START DATA

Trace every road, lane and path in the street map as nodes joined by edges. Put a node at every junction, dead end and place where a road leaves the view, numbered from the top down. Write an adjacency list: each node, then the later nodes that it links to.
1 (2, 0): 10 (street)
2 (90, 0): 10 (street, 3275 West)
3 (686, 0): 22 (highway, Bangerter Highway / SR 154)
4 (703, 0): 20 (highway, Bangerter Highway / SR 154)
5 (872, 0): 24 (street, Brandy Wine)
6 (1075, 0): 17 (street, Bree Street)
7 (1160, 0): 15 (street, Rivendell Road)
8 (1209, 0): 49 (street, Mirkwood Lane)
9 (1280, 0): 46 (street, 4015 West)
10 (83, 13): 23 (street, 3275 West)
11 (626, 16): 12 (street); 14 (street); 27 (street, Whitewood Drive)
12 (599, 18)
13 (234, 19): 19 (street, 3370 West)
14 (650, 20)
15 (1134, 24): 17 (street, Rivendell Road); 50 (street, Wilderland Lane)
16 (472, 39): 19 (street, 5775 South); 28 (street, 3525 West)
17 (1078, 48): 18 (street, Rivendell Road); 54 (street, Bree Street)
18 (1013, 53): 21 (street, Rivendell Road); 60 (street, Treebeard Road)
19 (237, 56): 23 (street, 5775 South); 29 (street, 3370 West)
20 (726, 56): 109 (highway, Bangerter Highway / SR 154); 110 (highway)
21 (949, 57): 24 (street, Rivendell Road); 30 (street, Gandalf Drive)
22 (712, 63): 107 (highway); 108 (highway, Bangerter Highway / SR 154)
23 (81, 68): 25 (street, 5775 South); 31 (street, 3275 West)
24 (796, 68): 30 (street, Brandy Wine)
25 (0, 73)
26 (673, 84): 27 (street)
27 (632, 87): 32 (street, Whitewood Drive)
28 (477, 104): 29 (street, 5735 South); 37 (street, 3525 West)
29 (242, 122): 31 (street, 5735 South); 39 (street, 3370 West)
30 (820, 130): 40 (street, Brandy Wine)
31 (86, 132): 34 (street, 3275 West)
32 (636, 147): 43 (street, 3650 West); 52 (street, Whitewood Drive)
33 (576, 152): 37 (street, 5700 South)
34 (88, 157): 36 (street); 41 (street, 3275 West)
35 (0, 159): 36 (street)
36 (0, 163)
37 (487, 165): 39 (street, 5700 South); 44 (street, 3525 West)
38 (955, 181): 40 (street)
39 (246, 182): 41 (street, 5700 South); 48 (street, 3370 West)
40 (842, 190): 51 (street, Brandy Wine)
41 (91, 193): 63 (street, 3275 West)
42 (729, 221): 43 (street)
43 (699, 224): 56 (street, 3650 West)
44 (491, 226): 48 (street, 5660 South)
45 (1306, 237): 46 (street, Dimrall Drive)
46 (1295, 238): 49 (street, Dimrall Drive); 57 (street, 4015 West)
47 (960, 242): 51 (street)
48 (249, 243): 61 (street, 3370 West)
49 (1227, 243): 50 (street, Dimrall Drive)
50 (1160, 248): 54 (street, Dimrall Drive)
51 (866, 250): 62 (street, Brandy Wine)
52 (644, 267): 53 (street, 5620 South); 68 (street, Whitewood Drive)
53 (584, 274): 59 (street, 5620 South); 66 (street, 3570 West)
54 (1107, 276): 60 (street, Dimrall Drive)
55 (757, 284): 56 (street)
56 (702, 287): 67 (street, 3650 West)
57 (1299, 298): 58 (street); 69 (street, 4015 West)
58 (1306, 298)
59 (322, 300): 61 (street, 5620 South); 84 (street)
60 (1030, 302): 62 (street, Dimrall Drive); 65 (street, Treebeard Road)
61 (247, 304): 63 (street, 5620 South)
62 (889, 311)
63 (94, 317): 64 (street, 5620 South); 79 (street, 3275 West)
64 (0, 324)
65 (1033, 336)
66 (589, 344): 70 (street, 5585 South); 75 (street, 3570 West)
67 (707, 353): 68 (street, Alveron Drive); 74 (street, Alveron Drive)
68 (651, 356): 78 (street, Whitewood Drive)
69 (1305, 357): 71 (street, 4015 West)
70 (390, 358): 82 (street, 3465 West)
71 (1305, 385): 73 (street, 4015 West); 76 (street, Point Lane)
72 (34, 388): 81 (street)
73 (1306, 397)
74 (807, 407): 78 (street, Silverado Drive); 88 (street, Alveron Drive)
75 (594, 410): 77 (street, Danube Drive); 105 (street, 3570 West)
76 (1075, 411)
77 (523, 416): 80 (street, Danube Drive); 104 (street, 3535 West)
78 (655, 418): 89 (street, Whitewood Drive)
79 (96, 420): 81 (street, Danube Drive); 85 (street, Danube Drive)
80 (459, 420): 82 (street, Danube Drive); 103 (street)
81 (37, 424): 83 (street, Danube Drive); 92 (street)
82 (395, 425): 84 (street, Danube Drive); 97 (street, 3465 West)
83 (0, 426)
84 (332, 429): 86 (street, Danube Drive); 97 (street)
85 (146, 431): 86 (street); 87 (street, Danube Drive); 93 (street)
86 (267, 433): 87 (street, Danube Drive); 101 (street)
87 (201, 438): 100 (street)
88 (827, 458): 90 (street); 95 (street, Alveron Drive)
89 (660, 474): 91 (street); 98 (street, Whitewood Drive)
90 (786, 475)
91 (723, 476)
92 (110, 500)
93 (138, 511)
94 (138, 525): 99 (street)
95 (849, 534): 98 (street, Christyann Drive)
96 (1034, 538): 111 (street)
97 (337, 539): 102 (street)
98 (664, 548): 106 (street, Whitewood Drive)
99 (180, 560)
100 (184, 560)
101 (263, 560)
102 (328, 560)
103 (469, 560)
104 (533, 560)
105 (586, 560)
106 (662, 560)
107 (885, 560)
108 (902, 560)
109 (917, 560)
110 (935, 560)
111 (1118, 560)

END DATA
START DATA

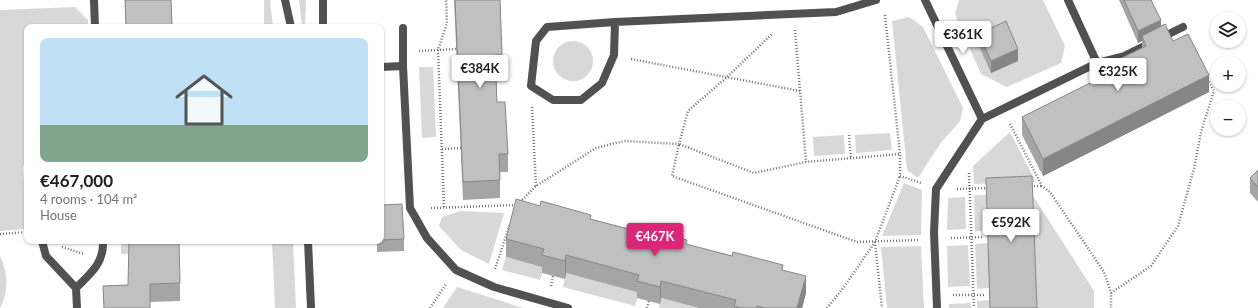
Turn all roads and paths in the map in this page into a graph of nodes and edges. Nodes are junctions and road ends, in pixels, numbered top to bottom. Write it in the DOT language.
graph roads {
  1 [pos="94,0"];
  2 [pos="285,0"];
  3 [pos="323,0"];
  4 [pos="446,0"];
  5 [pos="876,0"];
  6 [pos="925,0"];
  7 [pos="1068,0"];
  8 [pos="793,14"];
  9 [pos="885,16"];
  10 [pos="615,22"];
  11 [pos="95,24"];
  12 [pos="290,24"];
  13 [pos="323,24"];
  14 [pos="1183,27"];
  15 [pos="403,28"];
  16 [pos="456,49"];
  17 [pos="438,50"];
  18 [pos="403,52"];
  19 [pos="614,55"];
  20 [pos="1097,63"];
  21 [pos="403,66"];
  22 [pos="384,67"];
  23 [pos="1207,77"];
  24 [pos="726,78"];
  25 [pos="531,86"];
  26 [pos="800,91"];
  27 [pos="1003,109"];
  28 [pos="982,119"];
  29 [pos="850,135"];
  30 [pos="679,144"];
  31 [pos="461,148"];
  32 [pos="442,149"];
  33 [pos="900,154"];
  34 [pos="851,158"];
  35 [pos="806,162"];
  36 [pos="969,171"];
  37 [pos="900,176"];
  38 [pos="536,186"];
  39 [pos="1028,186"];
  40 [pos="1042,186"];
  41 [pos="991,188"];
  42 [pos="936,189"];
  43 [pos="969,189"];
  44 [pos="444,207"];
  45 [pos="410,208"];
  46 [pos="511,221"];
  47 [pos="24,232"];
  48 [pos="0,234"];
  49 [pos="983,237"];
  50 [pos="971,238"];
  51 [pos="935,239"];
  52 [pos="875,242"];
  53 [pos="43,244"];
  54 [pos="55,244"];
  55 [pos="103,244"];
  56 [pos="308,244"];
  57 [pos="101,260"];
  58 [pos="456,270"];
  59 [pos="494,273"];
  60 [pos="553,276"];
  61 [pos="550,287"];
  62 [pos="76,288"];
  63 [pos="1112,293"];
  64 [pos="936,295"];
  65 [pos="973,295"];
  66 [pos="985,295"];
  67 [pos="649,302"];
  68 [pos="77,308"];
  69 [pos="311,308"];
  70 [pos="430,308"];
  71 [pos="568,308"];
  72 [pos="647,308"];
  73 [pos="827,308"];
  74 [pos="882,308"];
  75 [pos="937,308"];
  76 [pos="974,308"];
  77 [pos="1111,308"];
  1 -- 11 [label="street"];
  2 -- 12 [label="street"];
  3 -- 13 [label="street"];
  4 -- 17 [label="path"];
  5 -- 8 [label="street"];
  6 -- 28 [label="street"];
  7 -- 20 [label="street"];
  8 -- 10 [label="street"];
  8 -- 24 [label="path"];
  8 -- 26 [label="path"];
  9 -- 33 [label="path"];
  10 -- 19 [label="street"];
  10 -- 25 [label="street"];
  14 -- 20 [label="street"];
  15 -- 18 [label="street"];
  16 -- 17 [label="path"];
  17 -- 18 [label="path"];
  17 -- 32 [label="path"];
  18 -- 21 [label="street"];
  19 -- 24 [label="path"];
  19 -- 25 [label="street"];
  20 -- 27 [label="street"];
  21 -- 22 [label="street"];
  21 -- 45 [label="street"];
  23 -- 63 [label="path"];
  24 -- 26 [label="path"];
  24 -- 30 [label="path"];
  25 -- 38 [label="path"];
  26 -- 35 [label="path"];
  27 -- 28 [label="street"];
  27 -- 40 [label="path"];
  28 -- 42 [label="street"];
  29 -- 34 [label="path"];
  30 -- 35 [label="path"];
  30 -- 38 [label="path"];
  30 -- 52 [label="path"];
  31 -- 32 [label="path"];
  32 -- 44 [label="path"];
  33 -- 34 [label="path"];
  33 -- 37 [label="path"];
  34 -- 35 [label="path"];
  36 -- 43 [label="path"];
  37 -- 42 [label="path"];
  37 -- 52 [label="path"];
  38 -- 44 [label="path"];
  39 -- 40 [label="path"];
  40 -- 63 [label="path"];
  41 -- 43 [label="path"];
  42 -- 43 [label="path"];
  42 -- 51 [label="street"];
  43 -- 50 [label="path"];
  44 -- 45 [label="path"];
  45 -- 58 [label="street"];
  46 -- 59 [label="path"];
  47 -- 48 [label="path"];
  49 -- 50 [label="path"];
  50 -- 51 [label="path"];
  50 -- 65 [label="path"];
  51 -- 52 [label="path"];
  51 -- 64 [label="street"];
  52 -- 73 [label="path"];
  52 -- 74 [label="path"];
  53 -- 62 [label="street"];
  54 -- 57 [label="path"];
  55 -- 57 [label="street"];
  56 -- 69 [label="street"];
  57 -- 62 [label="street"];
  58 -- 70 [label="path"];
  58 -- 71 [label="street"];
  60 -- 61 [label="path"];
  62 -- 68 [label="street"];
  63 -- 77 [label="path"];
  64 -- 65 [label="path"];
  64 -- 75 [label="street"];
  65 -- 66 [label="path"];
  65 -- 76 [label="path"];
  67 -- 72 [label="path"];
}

END DATA

▸ **YOUR OBJECTIVE**
A single figure is required: the number of lines in the data where the word "Brandy" occurs.

▸ **SOLVED EXERCISE**
5